I'd say that the liberals who are calling Limbaugh racist for doing a mock-Mandarin are the ignorant ones, because they are assuming that "Chinese" is the "race" of all Asians. But there are plenty of East-Asian-descended American politicians criticizing him as well. Hard to know if the average Asian American is as angry, or cares. Judging by most Asians I've known, I'd have to say that there are plenty of Asians out there who would have thought Limbaugh was being hilarious. But that's beside the point.

This is just one example of phony racism accusations. I think a lot of people are just ignorant about racism and they assume that whenever a white person makes any criticism or joke about a non-white person then racism must somehow be involved. But I think a lot of people are just using the word "racist" like a club to get their way. Either it's to shut up people who they disagree with politically, for fear that they will influence other people, or non-white people who claim to be the targets of racism make these accusations to bring attention to themselves and differentiate their identity from the crowd, especially if you are, say, an upper-class black American who doesn't feel "connected" to most other so-called authentic blacks. Even though you live a cushy life, if you can claim you were the victim of racism, it connects you to that much larger crowd and sets you apart from the mostly-white people you work with and live amongst. That's just a conjecture. I could be wrong.

I also think that, for some people, if there are large achievement gaps between one racial group and another, it makes them hypersensitive to criticism of any kind from the majority, "dominant" racial group, and all such criticisms get labeled as "racist."

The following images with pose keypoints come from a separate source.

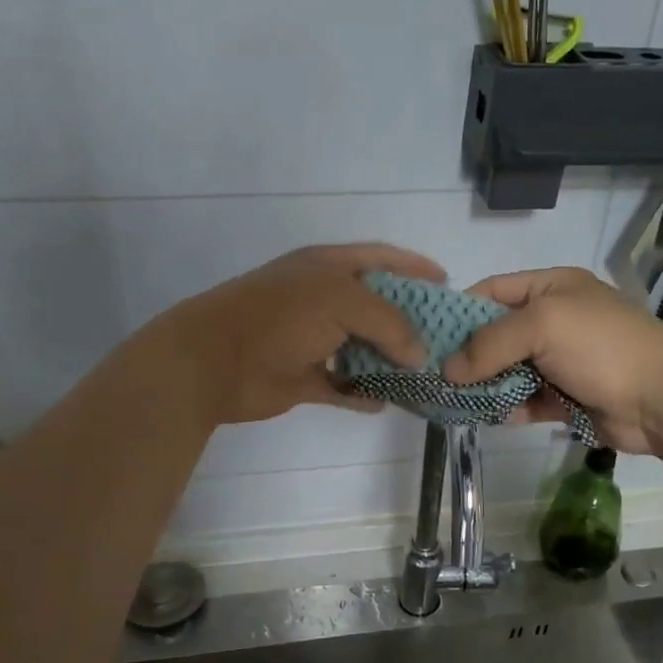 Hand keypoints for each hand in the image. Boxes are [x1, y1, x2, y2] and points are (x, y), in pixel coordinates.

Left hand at [161, 243, 444, 425]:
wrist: (215, 361)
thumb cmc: (280, 317)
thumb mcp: (342, 302)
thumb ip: (390, 323)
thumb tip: (419, 353)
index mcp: (328, 268)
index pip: (380, 259)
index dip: (414, 267)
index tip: (447, 282)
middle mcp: (322, 300)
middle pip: (376, 308)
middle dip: (409, 323)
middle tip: (445, 339)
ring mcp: (311, 340)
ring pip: (361, 350)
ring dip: (389, 363)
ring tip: (425, 375)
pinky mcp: (303, 378)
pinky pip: (342, 387)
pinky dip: (361, 395)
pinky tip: (386, 402)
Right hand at [442, 267, 662, 453]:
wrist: (662, 398)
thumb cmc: (601, 346)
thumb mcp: (542, 326)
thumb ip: (490, 344)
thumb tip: (447, 370)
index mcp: (551, 289)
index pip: (493, 291)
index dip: (459, 311)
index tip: (428, 335)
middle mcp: (554, 321)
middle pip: (497, 335)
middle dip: (468, 354)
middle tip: (433, 375)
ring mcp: (561, 361)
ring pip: (508, 370)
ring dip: (485, 385)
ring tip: (452, 400)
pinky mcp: (566, 397)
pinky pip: (526, 400)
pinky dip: (509, 408)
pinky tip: (491, 417) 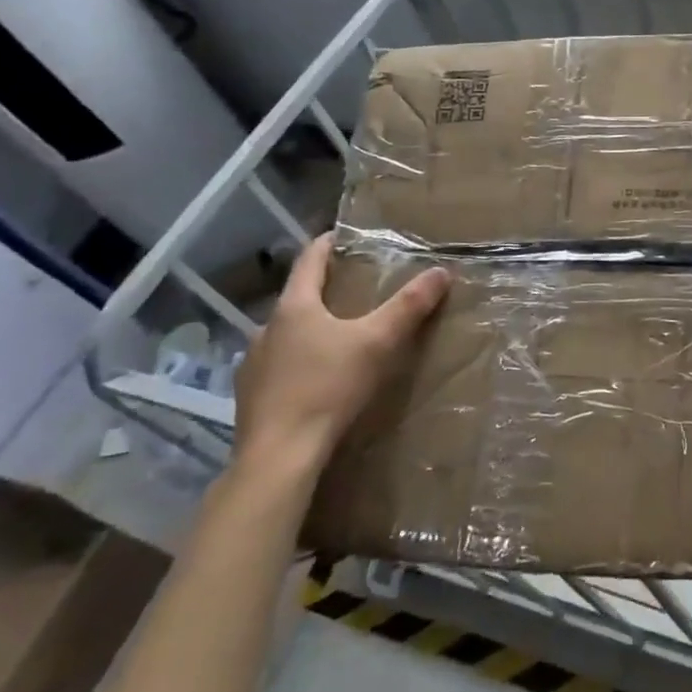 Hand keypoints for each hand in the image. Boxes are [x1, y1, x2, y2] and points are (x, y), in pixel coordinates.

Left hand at [231, 234, 449, 478]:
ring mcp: (253, 364)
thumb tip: (441, 271)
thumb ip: (409, 306)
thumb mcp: (378, 342)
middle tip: (355, 290)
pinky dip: (298, 362)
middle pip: (297, 297)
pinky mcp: (250, 396)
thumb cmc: (328, 387)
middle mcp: (266, 328)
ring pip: (286, 334)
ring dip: (310, 329)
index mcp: (294, 307)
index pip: (310, 260)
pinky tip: (316, 379)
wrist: (279, 456)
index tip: (344, 235)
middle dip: (325, 290)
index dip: (328, 244)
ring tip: (338, 337)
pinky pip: (278, 366)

Back to the main point, whatever one things of making a mock Chinese language (although I understand Limbaugh's intent was not to mock Mandarin but to make a point about how Jintao wasn't being translated during a speech), it cannot, by definition, be called racist. Call it whatever you want, but don't confuse it with racism. Charlie Chaplin mocked Hitler in "The Great Dictator" by doing a mock German language. Nobody accused him of being "racist" against Germans, because the idea was absurd. The change of nationalities from German to Chinese doesn't change anything. It's still absurd to call it racism.